The work displayed in the exhibit is in both black and white and color. The black and white pieces are conceptual and inspired by more concrete ideas, he said. The color pieces are inspired by his travels in Southeast Asia and incorporate a lot of Buddhist and Thai influences.
Miller also said he was heavily influenced by “Naked Lunch” author William S. Burroughs.
“He’s a zen master,” he said. “But he’s also brutally honest.”
With installations, the art is not only in the pieces, but in the way they are displayed, he said. Miller plays with the way paintings hang and the way the audience experiences his show for every different show.
“That aspect of installation is very experimental,” he said. “It puts me in a position to fail, which is kind of terrifying.”

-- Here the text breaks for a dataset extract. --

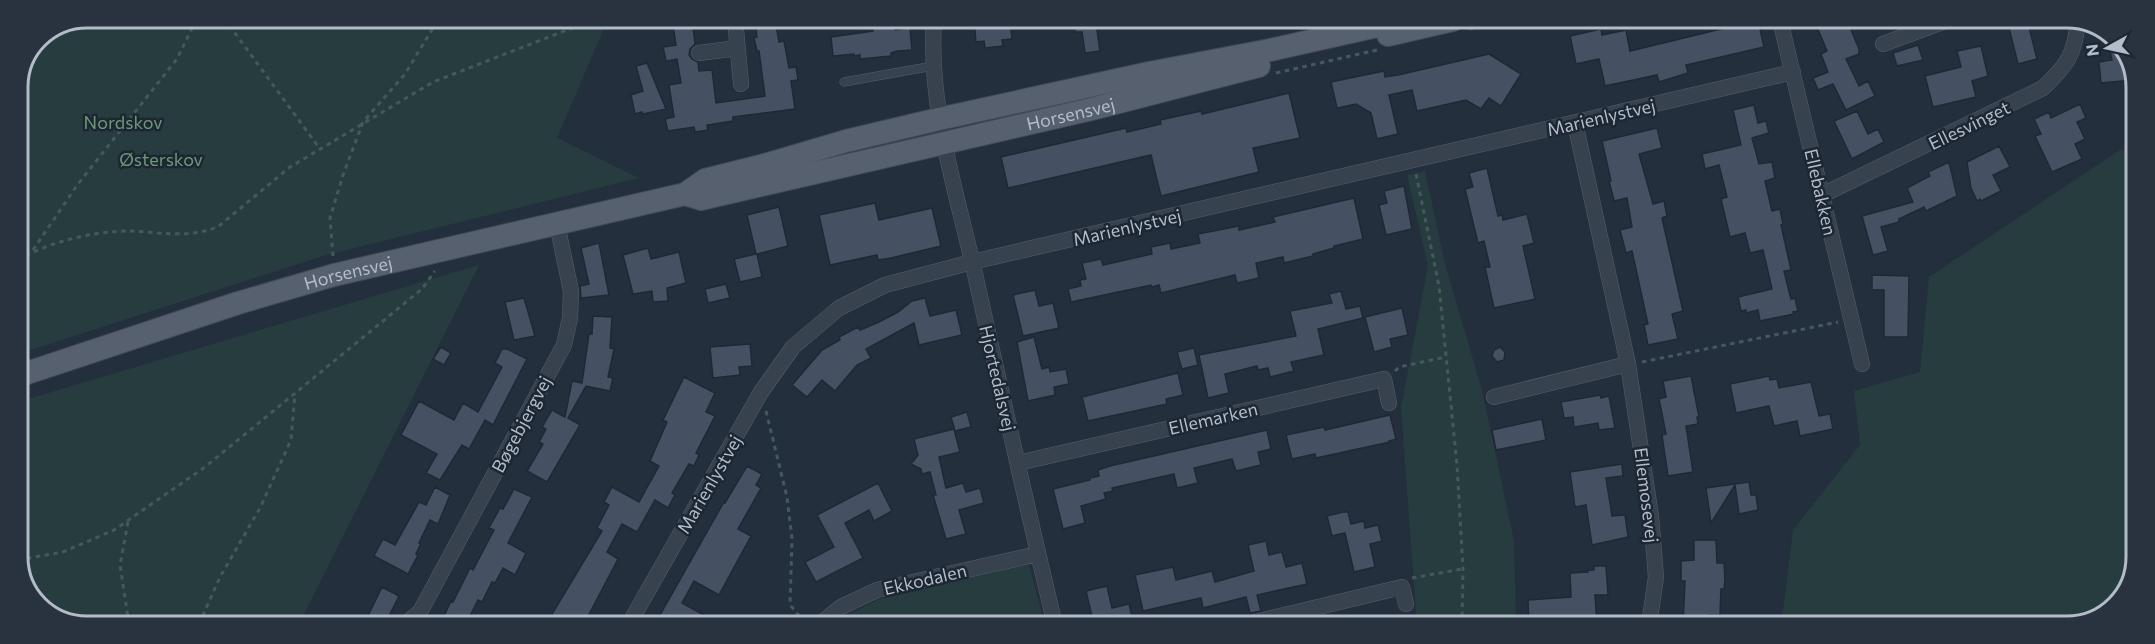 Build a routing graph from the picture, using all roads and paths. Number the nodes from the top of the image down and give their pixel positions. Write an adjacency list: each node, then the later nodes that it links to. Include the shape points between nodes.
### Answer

This flexibility adds to his idea that the show doesn’t have one specific meaning to him.
“I took a lot of risks here, and there are several themes mixed in my work,” he said. “There’s not one stable meaning throughout.”
Miller said he was especially excited about this show because it’s his hometown exhibit. He even turned down a show in Los Angeles to hold this exhibit.
Showing at Cuesta has broadened his influence because students on the Cal Poly campus are familiar with and admire his work, Miller said.
Art and design freshman Lydia Baik plans to visit the installation after seeing photographs of the pieces included in it.
“It’s so inspiring to see (that) the person teaching you is also out there in the art world,” she said. “It’s really exciting to see that.”
Not only do students appreciate Miller’s work, but they appreciate his talent for teaching as well.
Art and design junior Kelsey Rieger said it’s not too common to find someone like that.
“I love Michael as a teacher, and I also really love his work,” she said. “I can’t say that about everyone.”
Miller’s installation is open from 11 a.m to 4 p.m. Monday through Friday.